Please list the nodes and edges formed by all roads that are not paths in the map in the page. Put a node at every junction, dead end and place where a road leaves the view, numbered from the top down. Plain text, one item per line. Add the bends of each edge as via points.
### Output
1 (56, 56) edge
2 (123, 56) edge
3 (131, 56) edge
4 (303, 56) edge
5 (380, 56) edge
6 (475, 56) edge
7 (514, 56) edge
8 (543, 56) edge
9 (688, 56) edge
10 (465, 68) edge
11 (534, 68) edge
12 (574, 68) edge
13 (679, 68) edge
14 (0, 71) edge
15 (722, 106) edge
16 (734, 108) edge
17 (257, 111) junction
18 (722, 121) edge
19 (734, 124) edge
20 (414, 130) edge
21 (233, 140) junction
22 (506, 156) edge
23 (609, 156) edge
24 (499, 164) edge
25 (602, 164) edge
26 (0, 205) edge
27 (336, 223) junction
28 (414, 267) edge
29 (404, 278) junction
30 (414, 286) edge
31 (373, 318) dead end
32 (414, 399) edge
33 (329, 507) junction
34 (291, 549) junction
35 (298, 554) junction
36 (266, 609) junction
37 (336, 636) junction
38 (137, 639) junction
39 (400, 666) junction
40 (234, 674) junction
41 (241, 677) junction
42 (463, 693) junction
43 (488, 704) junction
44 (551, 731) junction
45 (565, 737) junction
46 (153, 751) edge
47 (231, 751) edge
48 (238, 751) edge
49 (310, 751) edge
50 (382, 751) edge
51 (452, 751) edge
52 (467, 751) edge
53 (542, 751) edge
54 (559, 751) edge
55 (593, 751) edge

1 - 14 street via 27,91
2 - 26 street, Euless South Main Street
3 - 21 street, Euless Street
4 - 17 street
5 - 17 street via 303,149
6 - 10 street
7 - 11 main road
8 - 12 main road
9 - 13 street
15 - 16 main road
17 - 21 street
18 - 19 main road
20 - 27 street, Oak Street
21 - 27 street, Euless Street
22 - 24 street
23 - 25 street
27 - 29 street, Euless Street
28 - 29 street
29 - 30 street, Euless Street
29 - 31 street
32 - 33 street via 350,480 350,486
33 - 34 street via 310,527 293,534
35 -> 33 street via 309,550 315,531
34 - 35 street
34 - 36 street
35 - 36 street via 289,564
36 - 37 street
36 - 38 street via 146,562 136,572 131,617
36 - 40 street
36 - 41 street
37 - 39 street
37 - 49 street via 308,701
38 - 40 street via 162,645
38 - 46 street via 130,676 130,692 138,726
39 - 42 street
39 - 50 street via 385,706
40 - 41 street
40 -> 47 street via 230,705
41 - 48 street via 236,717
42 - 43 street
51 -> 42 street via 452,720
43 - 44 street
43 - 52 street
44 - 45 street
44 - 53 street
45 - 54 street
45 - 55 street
——————
Take every line of the material that contains the word "Euless", and copy it.

2 - 26 street, Euless South Main Street
3 - 21 street, Euless Street
21 - 27 street, Euless Street
27 - 29 street, Euless Street
29 - 30 street, Euless Street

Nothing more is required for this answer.